By Joe Young
With the dust of the 2012 US election settling, we have an opportunity to assess what the next Obama foreign policy team’s priorities should be. While presidency scholars debate the extent of the lame duck status of second term presidents (gated) and how they are portrayed by the media (gated), it is plausible to assume that the administration will have more foreign policy flexibility, as a second term president will not be held directly electorally accountable.
So what should these priorities be? I offer three goals, and conclude by asking for your views.
- Get right with Russia
Russia’ gradual slide into electoral authoritarianism has complicated US-Russian relations. With that said, Russia is the pivot in several critical global problems — from resolving Syria to meaningful arms reductions to stymieing Iranian nuclear ambitions. Contra to claims otherwise, we are not in the middle of a new cold war, and Russia is not a major strategic threat. We just need Putin and Friends on board as they lower the barriers and costs to achieving any of the above objectives.
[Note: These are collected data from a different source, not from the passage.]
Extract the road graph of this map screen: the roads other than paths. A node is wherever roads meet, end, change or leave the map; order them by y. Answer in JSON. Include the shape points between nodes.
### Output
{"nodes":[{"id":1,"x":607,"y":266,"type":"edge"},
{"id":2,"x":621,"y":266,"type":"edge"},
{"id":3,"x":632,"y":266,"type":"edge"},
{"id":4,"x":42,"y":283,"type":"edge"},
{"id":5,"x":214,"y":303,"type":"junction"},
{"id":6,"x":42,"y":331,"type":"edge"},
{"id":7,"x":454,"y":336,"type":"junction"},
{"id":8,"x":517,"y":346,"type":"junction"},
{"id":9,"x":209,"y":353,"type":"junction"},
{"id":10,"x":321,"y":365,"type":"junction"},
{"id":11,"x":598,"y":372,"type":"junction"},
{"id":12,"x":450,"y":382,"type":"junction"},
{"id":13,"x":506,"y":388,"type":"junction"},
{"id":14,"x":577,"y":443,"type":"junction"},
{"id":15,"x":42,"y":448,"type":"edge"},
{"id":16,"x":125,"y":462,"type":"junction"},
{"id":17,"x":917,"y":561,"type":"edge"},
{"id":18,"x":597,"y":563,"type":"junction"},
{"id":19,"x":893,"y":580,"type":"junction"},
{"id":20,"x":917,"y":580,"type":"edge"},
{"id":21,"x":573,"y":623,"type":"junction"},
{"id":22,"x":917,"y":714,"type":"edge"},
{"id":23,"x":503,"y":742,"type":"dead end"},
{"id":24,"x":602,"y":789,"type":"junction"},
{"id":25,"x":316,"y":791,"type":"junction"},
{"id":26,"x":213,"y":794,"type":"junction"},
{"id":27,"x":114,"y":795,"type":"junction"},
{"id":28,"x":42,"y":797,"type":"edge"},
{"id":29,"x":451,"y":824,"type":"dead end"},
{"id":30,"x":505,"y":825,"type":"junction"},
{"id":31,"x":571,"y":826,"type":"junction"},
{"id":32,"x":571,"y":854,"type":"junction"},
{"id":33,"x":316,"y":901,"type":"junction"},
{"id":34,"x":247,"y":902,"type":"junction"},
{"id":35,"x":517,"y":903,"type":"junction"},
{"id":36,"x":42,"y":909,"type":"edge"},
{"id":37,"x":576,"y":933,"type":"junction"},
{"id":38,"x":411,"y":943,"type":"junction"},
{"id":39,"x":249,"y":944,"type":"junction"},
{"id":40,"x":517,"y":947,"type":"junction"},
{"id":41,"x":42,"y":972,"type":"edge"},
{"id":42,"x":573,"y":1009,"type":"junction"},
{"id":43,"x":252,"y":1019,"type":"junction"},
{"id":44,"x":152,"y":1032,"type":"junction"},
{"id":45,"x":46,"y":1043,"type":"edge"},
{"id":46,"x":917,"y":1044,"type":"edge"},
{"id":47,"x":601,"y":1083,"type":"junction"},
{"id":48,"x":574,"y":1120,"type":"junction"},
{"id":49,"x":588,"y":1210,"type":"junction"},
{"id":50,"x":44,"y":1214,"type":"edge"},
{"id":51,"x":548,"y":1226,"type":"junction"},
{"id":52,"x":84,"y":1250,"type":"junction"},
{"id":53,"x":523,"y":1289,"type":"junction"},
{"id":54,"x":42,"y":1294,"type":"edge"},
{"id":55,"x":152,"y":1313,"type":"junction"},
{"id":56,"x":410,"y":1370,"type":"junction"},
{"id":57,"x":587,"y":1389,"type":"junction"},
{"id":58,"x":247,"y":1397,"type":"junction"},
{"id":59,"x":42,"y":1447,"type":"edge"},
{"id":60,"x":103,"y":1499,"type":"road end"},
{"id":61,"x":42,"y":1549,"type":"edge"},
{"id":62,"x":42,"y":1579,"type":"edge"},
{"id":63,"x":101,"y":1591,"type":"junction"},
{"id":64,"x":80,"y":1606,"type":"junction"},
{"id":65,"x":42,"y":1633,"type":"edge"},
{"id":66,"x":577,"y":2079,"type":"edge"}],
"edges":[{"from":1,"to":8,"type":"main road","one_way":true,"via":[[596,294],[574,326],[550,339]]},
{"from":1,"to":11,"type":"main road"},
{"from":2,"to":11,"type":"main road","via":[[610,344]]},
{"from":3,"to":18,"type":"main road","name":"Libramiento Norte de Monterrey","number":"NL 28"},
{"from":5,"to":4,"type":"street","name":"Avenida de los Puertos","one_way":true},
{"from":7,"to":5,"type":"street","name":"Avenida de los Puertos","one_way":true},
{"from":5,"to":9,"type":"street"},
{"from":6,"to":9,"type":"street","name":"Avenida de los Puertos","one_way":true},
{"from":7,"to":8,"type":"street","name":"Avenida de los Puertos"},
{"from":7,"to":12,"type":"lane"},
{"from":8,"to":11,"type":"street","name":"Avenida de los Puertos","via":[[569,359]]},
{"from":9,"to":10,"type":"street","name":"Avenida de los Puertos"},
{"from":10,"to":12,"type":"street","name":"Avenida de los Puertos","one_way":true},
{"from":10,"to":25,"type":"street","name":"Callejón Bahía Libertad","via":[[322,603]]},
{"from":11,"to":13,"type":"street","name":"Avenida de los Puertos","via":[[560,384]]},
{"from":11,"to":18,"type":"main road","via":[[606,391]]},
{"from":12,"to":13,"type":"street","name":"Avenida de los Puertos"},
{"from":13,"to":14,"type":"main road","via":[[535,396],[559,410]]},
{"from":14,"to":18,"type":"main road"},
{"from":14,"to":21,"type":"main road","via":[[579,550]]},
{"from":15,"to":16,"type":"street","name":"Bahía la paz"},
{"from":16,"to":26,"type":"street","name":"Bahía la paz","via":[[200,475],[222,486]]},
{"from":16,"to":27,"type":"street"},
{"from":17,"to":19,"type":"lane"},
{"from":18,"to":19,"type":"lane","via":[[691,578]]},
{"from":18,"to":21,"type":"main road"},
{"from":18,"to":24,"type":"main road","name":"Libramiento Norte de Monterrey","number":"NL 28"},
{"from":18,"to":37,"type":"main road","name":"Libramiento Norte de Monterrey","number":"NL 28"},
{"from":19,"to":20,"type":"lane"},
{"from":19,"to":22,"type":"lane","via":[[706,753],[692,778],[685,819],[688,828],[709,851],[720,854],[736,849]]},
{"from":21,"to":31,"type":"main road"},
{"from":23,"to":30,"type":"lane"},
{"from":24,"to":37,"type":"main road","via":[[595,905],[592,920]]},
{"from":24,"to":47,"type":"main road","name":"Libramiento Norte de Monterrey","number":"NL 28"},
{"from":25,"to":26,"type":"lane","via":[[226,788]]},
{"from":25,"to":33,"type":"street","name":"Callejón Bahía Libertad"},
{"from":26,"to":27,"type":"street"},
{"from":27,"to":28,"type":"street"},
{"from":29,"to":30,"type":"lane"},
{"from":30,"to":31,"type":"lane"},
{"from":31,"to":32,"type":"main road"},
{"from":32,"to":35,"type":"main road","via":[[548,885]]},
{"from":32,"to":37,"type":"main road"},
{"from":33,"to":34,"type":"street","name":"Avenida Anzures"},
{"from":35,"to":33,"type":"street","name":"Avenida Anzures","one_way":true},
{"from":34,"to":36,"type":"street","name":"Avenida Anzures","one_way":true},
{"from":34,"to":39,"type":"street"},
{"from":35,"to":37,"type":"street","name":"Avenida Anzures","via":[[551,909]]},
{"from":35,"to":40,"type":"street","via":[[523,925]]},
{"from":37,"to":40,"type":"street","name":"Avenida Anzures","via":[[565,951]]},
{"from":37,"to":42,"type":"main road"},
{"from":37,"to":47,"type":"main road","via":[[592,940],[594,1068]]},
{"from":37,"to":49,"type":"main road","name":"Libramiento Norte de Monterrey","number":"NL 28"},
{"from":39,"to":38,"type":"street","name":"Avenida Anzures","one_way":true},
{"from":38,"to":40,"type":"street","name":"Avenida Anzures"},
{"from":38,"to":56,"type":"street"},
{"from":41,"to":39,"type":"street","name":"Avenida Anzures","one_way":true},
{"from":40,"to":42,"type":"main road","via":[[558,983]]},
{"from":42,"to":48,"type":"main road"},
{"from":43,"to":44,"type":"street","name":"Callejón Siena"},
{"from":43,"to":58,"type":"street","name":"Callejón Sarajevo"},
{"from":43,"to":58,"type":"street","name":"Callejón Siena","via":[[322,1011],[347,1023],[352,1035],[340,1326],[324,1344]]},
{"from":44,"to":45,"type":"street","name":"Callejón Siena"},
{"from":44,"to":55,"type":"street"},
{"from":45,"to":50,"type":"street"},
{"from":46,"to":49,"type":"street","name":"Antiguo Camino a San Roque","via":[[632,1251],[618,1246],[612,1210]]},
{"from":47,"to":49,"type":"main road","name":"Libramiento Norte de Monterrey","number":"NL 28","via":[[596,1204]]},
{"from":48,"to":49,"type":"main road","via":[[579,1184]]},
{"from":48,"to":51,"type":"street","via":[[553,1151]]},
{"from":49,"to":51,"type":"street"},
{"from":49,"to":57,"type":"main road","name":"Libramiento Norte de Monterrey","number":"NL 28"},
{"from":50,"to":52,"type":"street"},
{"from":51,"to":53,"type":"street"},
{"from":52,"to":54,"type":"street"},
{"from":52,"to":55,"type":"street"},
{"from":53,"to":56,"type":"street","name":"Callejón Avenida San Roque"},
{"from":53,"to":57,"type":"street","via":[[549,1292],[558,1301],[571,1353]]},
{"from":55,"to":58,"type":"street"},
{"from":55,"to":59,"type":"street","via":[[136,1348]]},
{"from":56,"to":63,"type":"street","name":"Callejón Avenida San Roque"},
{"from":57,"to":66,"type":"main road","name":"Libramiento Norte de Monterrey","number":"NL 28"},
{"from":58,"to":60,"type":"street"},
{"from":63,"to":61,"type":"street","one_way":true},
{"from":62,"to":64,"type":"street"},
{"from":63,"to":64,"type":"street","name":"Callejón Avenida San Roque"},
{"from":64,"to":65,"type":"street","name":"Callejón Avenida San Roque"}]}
- Stop the violence in Syria
A realist assessment of the direct violence in Syria suggests that the US should stay away as our national interests are not directly threatened. If we think longer term, the costs of inaction could be much larger than the benefits.
Israel and Syria are taking shots at each other. Turkey has bombed inside of Syria and violence between the countries is simmering. A car bomb in Lebanon was likely also a direct result of the violence in Syria. This conflict has the possibility of igniting a region wide war that more directly impacts our national security, forcing even the staunchest realists to reconsider nonintervention.
As we have argued here, there are a number of ways to encourage the end of the regime. With the continued violence, some of the options (like a golden parachute for Assad) are likely off the table. It may take a modified Libyan policy (help from allies, tacit Russian approval, see above) with elements of empowering a fractured resistance movement. What the country will look like post-Assad is uncertain, which leads us to the last issue.
- Doing nothing is something
Sometimes inaction is the right policy. We could argue about the optimal response to say an Iranian nuclear program, or the Greek financial meltdown, but rarely do pundits suggest we do nothing. In the recent arguments about the freeze after the Arab Spring, we don’t hear anyone arguing for the do nothing option.
In the Soviet-Afghan war, the US took a side. The CIA armed the mujahideen, and inadvertently helped empower al Qaeda. The US got involved in Central American conflicts in the 1960s, 70s, and 80s (and before), action that generally just bred resentment and future violence in US cities (see the rise of the gang MS-13). This is a deliberately small list of US foreign policy adventures and their blowback as we could go on for pages.
A policy the US might try as the events in Tunisia, Egypt, and other places in MENA unfold is simple noninvolvement. Offer rhetorical support for democracy, suggest that the US looks forward to working with democratic governments, but otherwise do nothing. As groups attain power in the region that are anti-democratic, America may face a dilemma. As US involvement in the Palestinian elections demonstrated, however, our immersion in these domestic political processes often leads to unintended consequences.
To be clear, I am not trying to predict what the priorities will be, just make a statement about what they should be. I’ve ignored China, trade, global warming, and many other issues. What do you think? What should these priorities be?